There is a three-step process in determining the MDI for a person with fibromyalgia:
- A history of widespread pain. That is, pain in all quadrants of the body (the right and left sides of the body, both above and below the waist) and axial skeletal pain (the cervical spine, anterior chest, thoracic spine, or low back) that has persisted (or that persisted) for at least three months. The pain may fluctuate in intensity and may not always be present.
- At least 11 positive tender points (of the 18 that are considered in fibromyalgia) on physical examination. The positive tender points must be found bilaterally (on the left and right sides of the body) and both above and below the waist.
- Evidence that other disorders that could cause the symptoms or signs were excluded.
Beyond Medical Evidence
As stated earlier, once proof of a medical condition is made, the SS Administration follows a procedure to determine functionality.
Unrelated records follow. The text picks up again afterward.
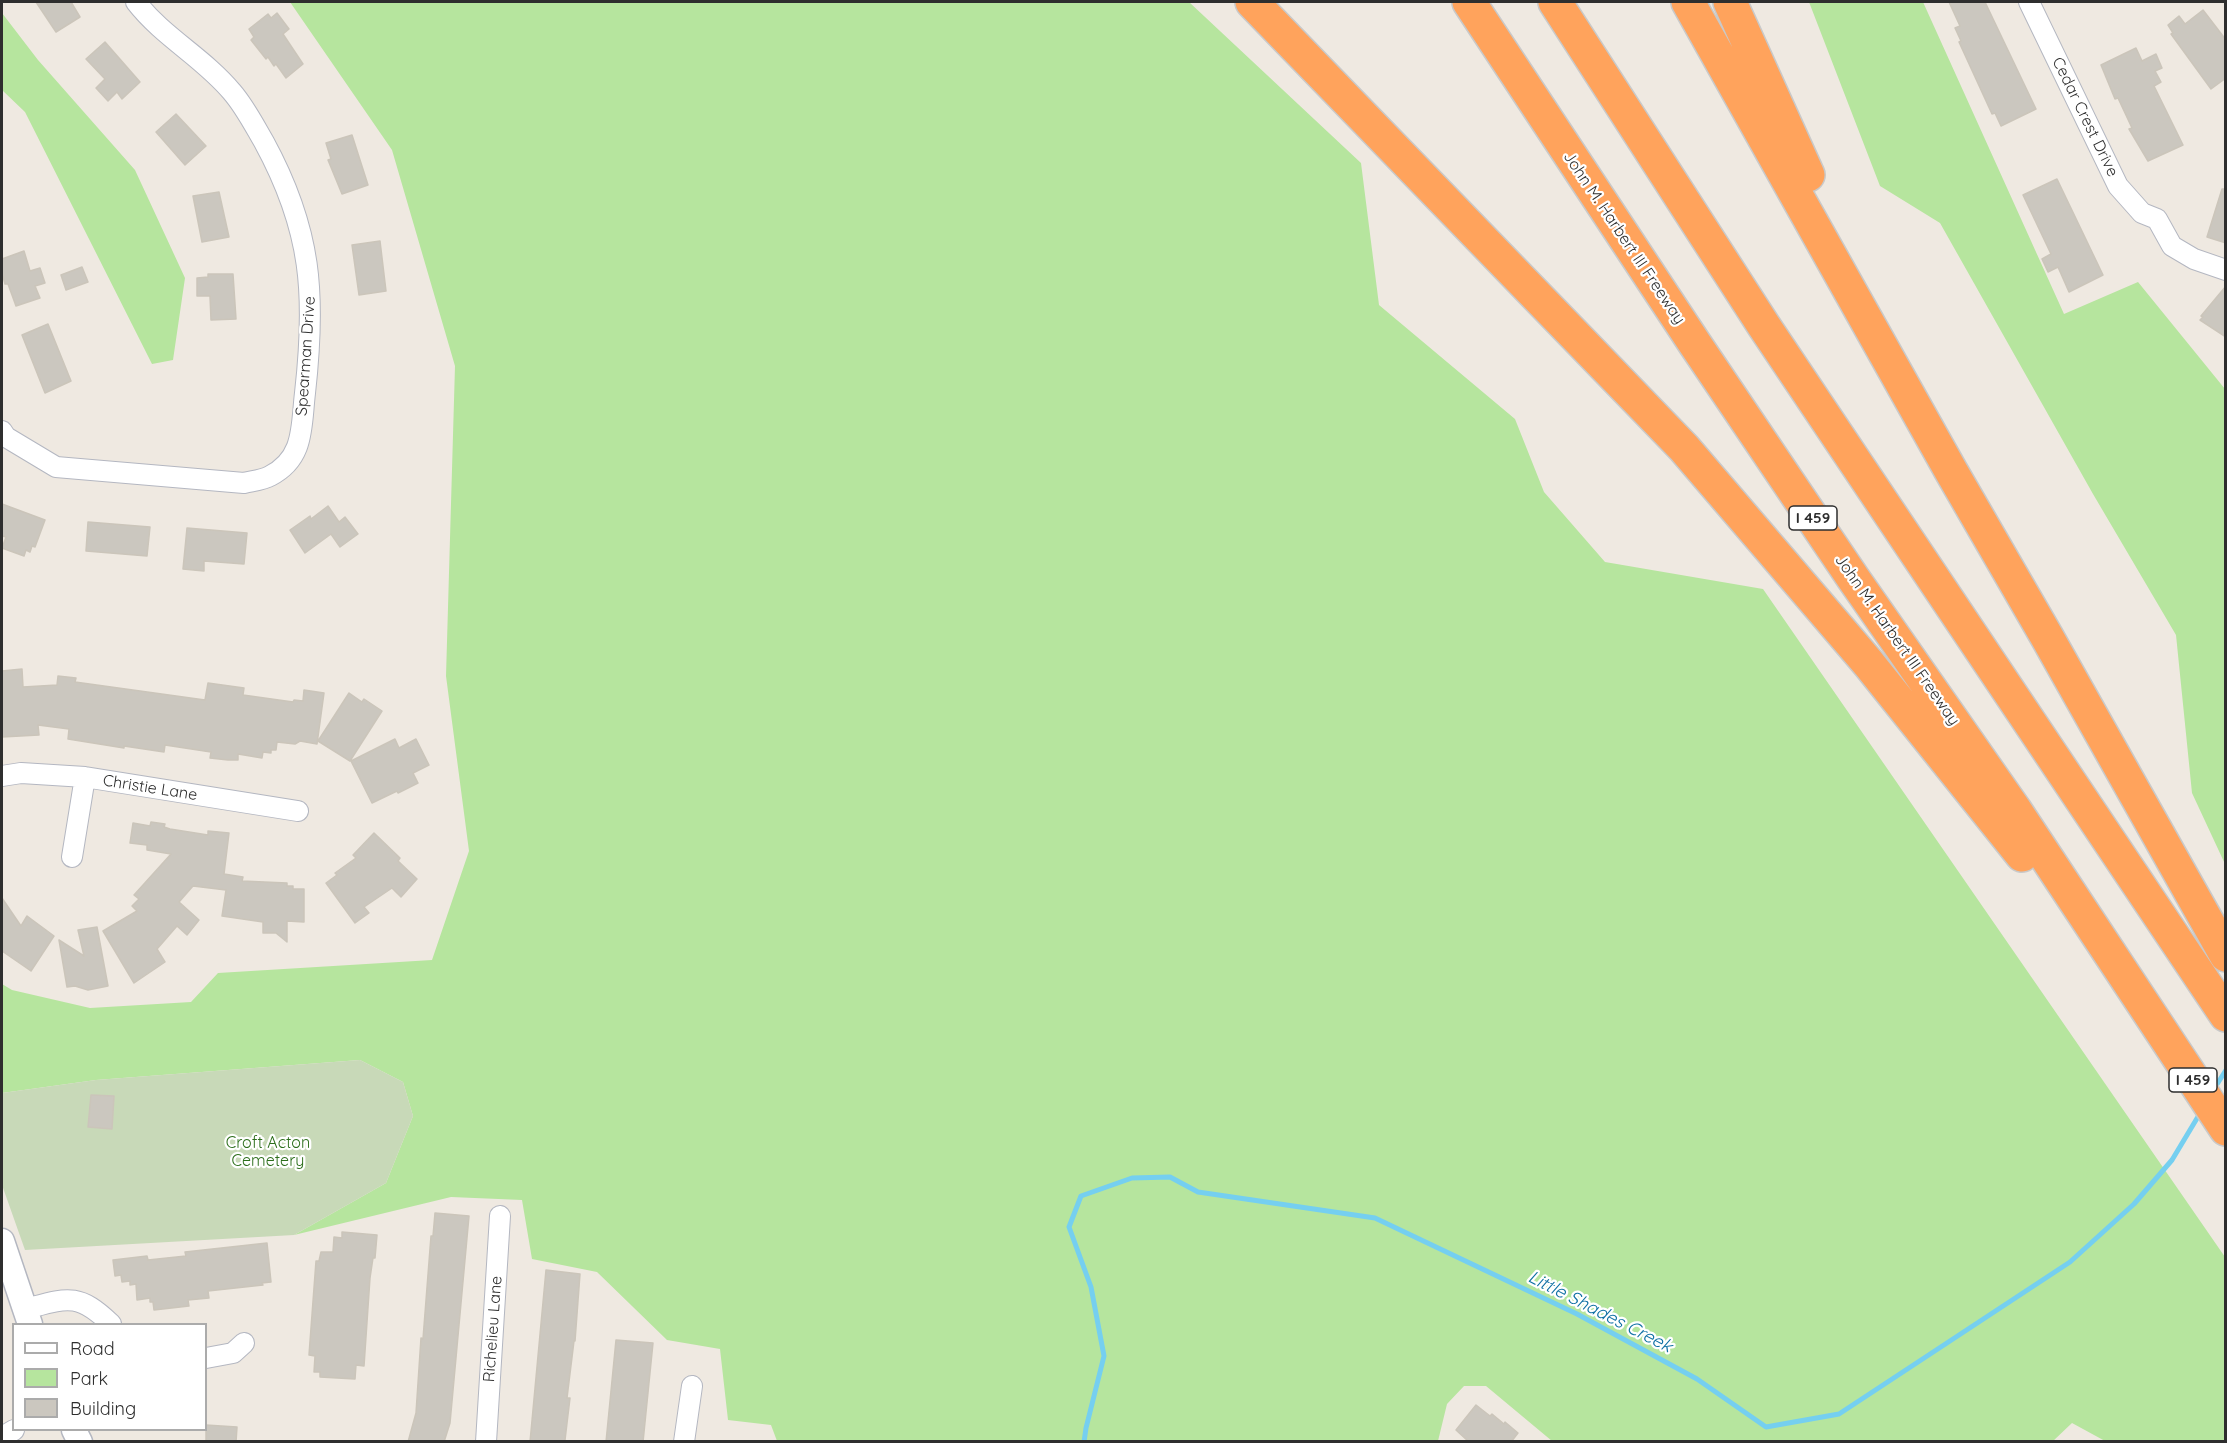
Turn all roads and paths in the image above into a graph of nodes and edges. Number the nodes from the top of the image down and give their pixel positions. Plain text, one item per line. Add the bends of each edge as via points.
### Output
1 (136, 2) edge
2 (1252, 2) edge
3 (1469, 2) edge
4 (1555, 2) edge
5 (1688, 2) edge
6 (1730, 2) edge
7 (2029, 2) edge
8 (2226, 270) edge
9 (2, 431) edge
10 (1951, 471) junction
11 (2, 776) edge
12 (85, 777) junction
13 (298, 811) dead end
14 (72, 857) dead end
15 (2224, 952) edge
16 (2141, 1003) junction
17 (2226, 1015) edge
18 (2226, 1129) edge
19 (500, 1216) dead end
20 (2, 1241) edge
21 (28, 1317) edge
22 (110, 1323) edge
23 (244, 1342) dead end
24 (207, 1358) edge
25 (692, 1386) dead end
26 (486, 1442) edge
27 (684, 1442) edge

1 - 9 street, Spearman Drive via 233,92 256,127 286,187 306,252 311,292 298,447 290,461 270,477 244,483 56,467 6,438
2 - 16 highway via 1684,448 1869,664
3 - 16 highway, John M. Harbert III Freeway / I 459
4 - 17 highway via 1764,327
5 - 10 highway
6 - 10 highway via 1797,152
7 - 8 street, Cedar Crest Drive via 2118,186 2142,213 2157,219 2172,246
10 - 15 highway
11 - 12 street, Christie Lane via 21,773
12 - 13 street, Christie Lane
12 - 14 street
16 - 18 highway, John M. Harbert III Freeway / I 459
19 - 26 street, Richelieu Lane
20 - 21 street
21 - 22 street via 56,1301 70,1300 83,1302
23 - 24 street via 233,1353
25 - 27 street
This means they will need accurate records of your past work history, your recent work history and functions and then determine ability for future work functions.
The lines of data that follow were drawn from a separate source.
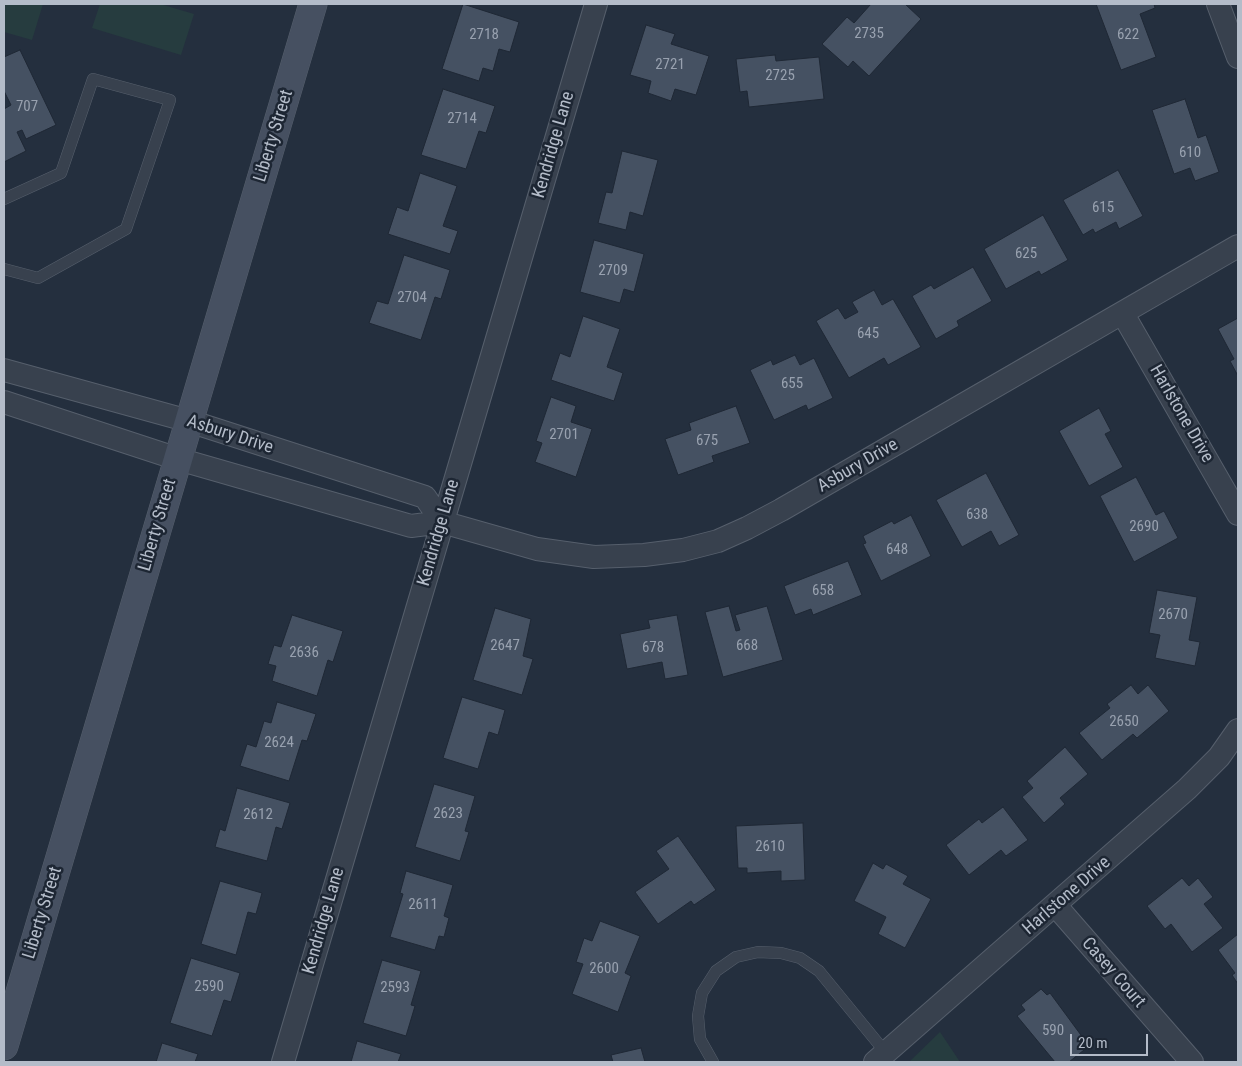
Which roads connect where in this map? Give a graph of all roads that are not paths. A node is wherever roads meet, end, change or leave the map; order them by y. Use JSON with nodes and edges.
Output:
{"nodes":[{"id":1,"x":313,"y":4,"type":"edge"},
{"id":2,"x":596,"y":4,"type":"edge"},
{"id":3,"x":1218,"y":4,"type":"edge"},
{"id":4,"x":1238,"y":57,"type":"edge"},
{"id":5,"x":4,"y":199,"type":"edge"},
{"id":6,"x":1238,"y":246,"type":"edge"},
{"id":7,"x":4,"y":269,"type":"edge"},
{"id":8,"x":1123,"y":314,"type":"junction"},
{"id":9,"x":4,"y":370,"type":"edge"},
{"id":10,"x":4,"y":402,"type":"edge"},
{"id":11,"x":189,"y":421,"type":"junction"},
{"id":12,"x":178,"y":459,"type":"junction"},
{"id":13,"x":1238,"y":514,"type":"edge"},
{"id":14,"x":442,"y":522,"type":"junction"},
{"id":15,"x":1238,"y":730,"type":"edge"},
{"id":16,"x":1056,"y":906,"type":"junction"},
{"id":17,"x":4,"y":1046,"type":"edge"},
{"id":18,"x":880,"y":1058,"type":"edge"},
{"id":19,"x":283,"y":1062,"type":"edge"},
{"id":20,"x":713,"y":1062,"type":"edge"},
{"id":21,"x":1192,"y":1062,"type":"edge"}],
"edges":[{"from":1,"to":11,"type":"street","name":"Liberty Street"},
{"from":2,"to":14,"type":"street","name":"Kendridge Lane"},
{"from":3,"to":4,"type":"street"},
{"from":5,"to":7,"type":"lane"},
{"from":6,"to":8,"type":"street","name":"Asbury Drive"},
{"from":8,"to":13,"type":"street","name":"Harlstone Drive"},
{"from":8,"to":14,"type":"street","name":"Asbury Drive"},
{"from":9,"to":11,"type":"street","name":"Asbury Drive"},
{"from":10,"to":12,"type":"street","name":"Asbury Drive"},
{"from":11,"to":12,"type":"street","name":"Liberty Street"},
{"from":11,"to":14,"type":"street","name":"Asbury Drive"},
{"from":12,"to":14,"type":"street","name":"Asbury Drive"},
{"from":12,"to":17,"type":"street","name":"Liberty Street"},
{"from":14,"to":19,"type":"street","name":"Kendridge Lane"},
{"from":15,"to":16,"type":"street","name":"Harlstone Drive"},
{"from":16,"to":18,"type":"street","name":"Harlstone Drive"},
{"from":16,"to":21,"type":"street","name":"Casey Court"},
{"from":18,"to":20,"type":"lane","name":"Harlstone Drive"}]}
Since fibromyalgia is not listed as a disease in the SSA Impairment Listing Manual, this second determination process is how the majority of disability cases are won.
When first applying for disability benefits, you do not have the opportunity to explain how your condition limits you, nor do you have the opportunity to have an attorney or advocate make a presentation based on the evidence of your case. This is the primary reason that first time applications are denied.
Most denials come within a few months. Once you are denied, you can appeal the decision through hiring a disability attorney. That attorney will represent you at a hearing held in front of a judge where you can argue your case.
Most disability attorneys work on a fee based on winning the case and are only allowed a certain percentage by the court and state laws. The attorney fees are taken out of your award amount prior to disbursement should you win.
The appeal process is the longest stretch of your fight for benefits, as the case can take from a year to a year and a half before it comes before a judge. Once your court date is set, it is at this point that the process of functionality is determined.
This process is called the “medical vocational” process, which is a five-step sequential evaluation decision process:
- Claimant’s current work activity. If still gainfully employed, the claimant is not eligible.
- Consider medical evidence. Look for evidence substantiating physical and mental limitations.
- Determine physical and mental residual functional capacity. This is done using medical records, physician’s testimony and medical consultants’ expertise.
- Measure ratings against demands of past work. These ratings are called RFC ratings.
- Measure RFC ratings against the demands of suitable other work for which the claimant might possibly be expected to transition to, based on medical and vocational factors. Persons beyond the age of 50 have a better chance of a favorable ruling due to the factors of education, re-training and vocational opportunity.
Keep in mind that if awarded, the monetary amount is determined by your years of work, social security deductions that have been accrued from your pay through the years, and also by the most recent quarters of work history.
On June 6th of this year I had a hearing before a judge after a wait period of 15 months from the date I submitted an appeal. My appeal was after a second denial I had received the end of the previous year.
The court process was not intimidating at all and much more pleasant than the wait had been! It consisted of my lawyer, the judge, a court reporter, a vocational expert and myself.
The judge had thoroughly studied the evidence submitted, as had the vocational expert. The questions were forthright.
Make sure you are definitive, assured and honest in your responses. Answer the questions as precisely and concisely as possible.
Once it is all said and done, breathe! I received my affirmative decision on August 3rd, a little less than two months from my court date — so expect the decision to take around 60 days.
I should be receiving my back pay within a few weeks and my first monthly check next month. I encourage you to stay the course, stay strong and follow this process through to the end!
As I have said, there are no guarantees, but I think you will be surprised what you are capable of when you are fighting for your future and your health. I’ve seen this fight in so many of you, and to me you are true heroes!